Richard Maine <nos...@see.signature> wrote:
> Clive Page <
use...@page2.eu> wrote:
(snip, I wrote)
>> >> the default INTEGER, REAL, and LOGICAL to have the same
>> >> size, relying on it might cause problems.
>> > And the reason for this is presumably so that one CAN rely on it,
>> > assuming standard-conforming code and "processor".
> Yes. I found Glen's statement a bit confusing. I would say that you CAN
> rely on any implementation you are likely to run into following the
> standard in this regard. I recall some quite old f77 (or maybe even f66)
> implementations that failed to follow the standard, at least by default.
> The one I recall did have an option to follow the standard even though
> that wasn't the default. But that doesn't count as a compiler that you
> are likely to run into unless hearing some of us oldsters talk about it
> on this forum counts as running into it.
Yes, many 16 bit systems used 16 bit INTEGER and 32 bit REAL,
without wasting 16 more bits on the INTEGER. (Then again, the 704
and successor 36 bit systems stored 16 bit signed integers in 36
bit words.)
But the reason for the statement was padding. In the Fortran 66,
and I believe Fortran 77 days, (at least for the implementations
that I knew about) padding wasn't allowed for COMMON. Mixing
DOUBLE PRECISION into a COMMON block, it wasn't hard to generate
alignment errors. Some systems would do a run-time fixup by
copying the data somewhere else, doing the operation, then copying
back.
> However, you do have to be careful about where the standard's
> requirement on this applies. It mostly applies "in a storage association
> context." That's almost redundant in that almost anywhere that you can
> directly see the effects of storage size turns out to be a storage
> association context - either that or in code that is clearly nonstandard
> for other reasons as well.
> Looks like I/O is one area where the size can matter even though it does
> not count as a storage association context. I hadn't thought of it like
> that before now, but it seems to be so.

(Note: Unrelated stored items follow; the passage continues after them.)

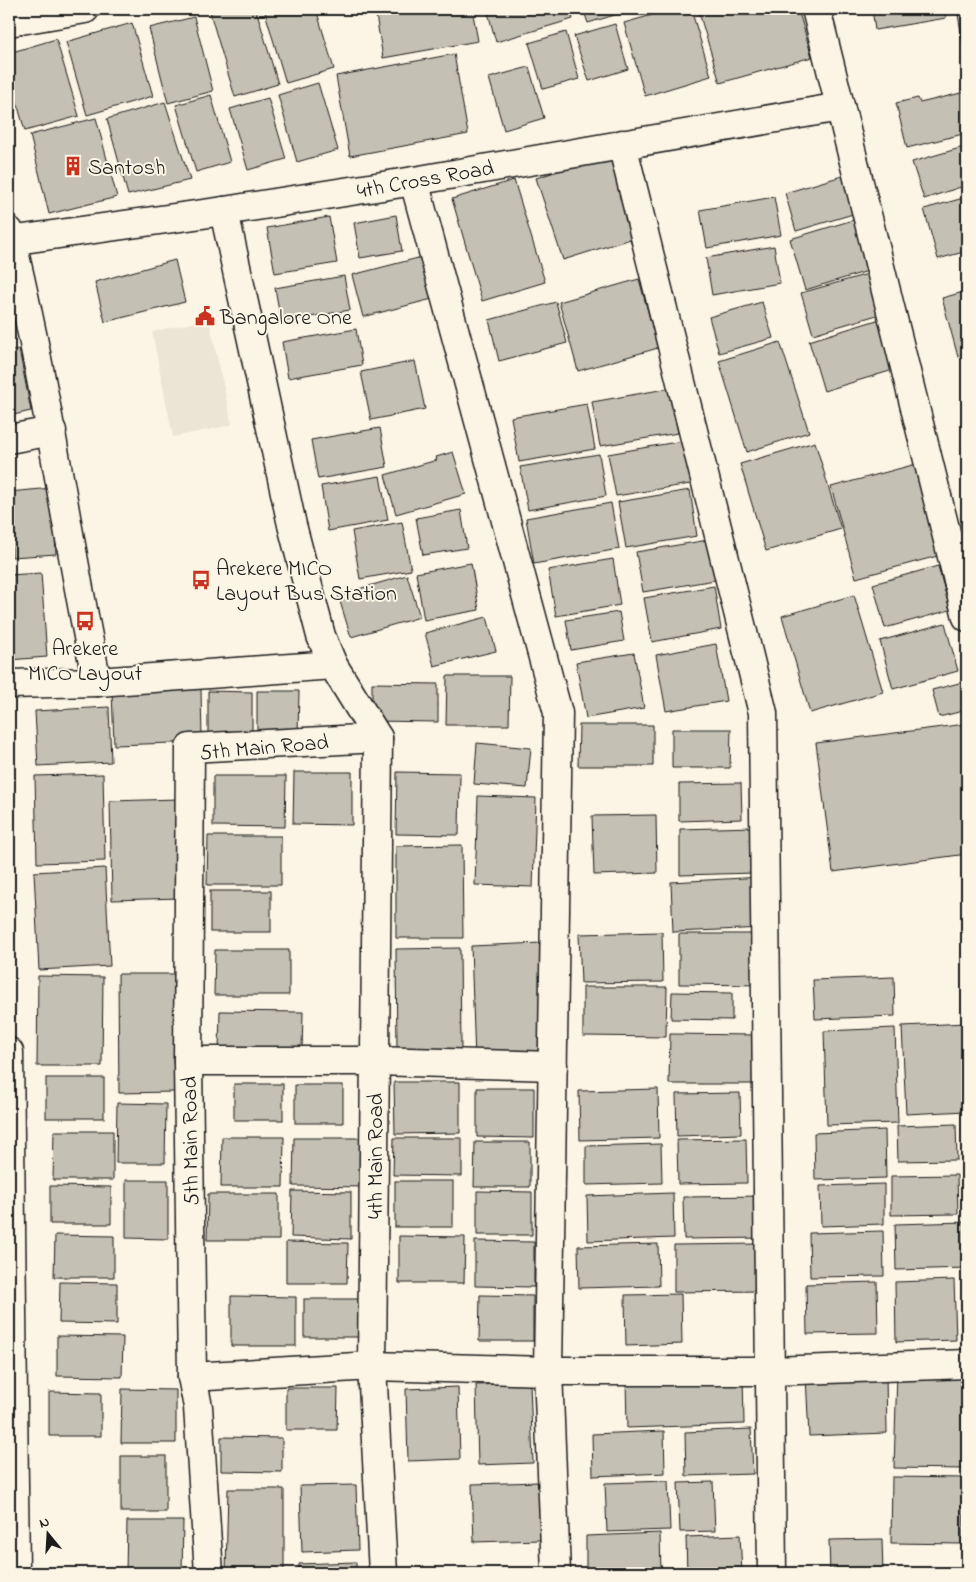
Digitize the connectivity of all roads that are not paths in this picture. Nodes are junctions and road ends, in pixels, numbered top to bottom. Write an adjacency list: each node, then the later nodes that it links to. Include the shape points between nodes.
1 (86, 9): 3 (street)
2 (816, 9): 4 (street)
3 (9, 22)
4 (840, 107): 5 (street, 4th Cross Road); 11 (street)
5 (622, 144): 6 (street, 4th Cross Road); 23 (street, via 763,713)
6 (414, 181): 7 (street, 4th Cross Road); 19 (street, via 558,714)
7 (224, 211): 8 (street, 4th Cross Road); 12 (street, via 292,525 321,636)
8 (10, 238): 9 (street)
9 (52, 431): 10 (street); 13 (street)
10 (9, 439)
11 (967, 616)
12 (333, 665): 13 (street); 15 (street)
13 (97, 682): 14 (street)
14 (9, 684)
15 (378, 738): 17 (street, 5th Main Road, via 190,748); 18 (street, 4th Main Road)
16 (9, 1052): 25 (street)
17 (188, 1061): 18 (street); 24 (street, 5th Main Road)
18 (374, 1062): 19 (street); 21 (street, 4th Main Road)
19 (553, 1066): 22 (street)
20 (967, 1364): 23 (street)
21 (372, 1366): 22 (street); 24 (street); 28 (street, 4th Main Road)
22 (548, 1371): 23 (street); 29 (street)
23 (771, 1371): 30 (street)
24 (192, 1377): 27 (street, 5th Main Road, via 198,1407)
25 (12, 1500): 26 (street)
26 (15, 1573)
27 (209, 1573)
28 (383, 1573)
29 (556, 1573)
30 (772, 1573)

I wasn't sure either way when I wrote that one. The systems that
I know about don't have alignment requirements for I/O, but I wouldn't
be sure that none did.
>> It's not clear to me whether the identical size requirement applies to
>> an I/O list - essentially that is why the INQUIRE by I/O list exists, so
>> one can find the effective length of the items of a given list, as far
>> as the current compiler is concerned. How it aligns the items, e.g.
>> whether each DOUBLE PRECISION real is aligned on an 8-byte boundary in
>> memory, is something that the programmer doesn't have to worry about any
>> more.
> Inquire by I/O list is also needed because of different processors using
> different units of measure for the file storage unit. In fact, that's
> much more the reason I've used it.
Yes. But even if you determine that INTEGER is four times the
size of CHARACTER*1, it might not be good to rely on that when
doing I/O. If you INQUIRE a whole I/O list, the system will include
any padding.
> I was thinking that the standard did require data to be stored in an
> unformatted file without padding, but on reading the relevant bits, I
> don't see such a requirement. To the contrary, I see implications that
> padding might be allowed in some cases, as you say. Good thing I didn't
> post based on my guess without checking.
Possibly along with the removal of the restriction on COMMON.
> For unformatted stream, the standard (f2003, as that's when stream was
> introduced) is pretty explicit on the subject of padding. One might
> guess that this would extrapolate to unformatted record-oriented, but I
> don't see that the standard requires that particular consistency. From
> 9.2.4 of f2003
In C, it isn't unusual to put data into a struct, and then use that
for the I/O, maybe even when there is no other need for the struct.
Pl/I RECORD I/O (the equivalent of UNFORMATTED) allows for only
one data item, usually a structure, per I/O operation.
(I will guess that was inherited from COBOL.)
In the C struct case, and the PL/I structure case, any data
padding will go into the I/O operation.
> "For a file connected for unformatted stream access, the processor
> shall not have alignment restrictions that prevent a value of any
> type from being stored at any positive integer file position."
But it can restrict for file position zero?
> Note 9.12 elaborates a bit on the implications of that requirement.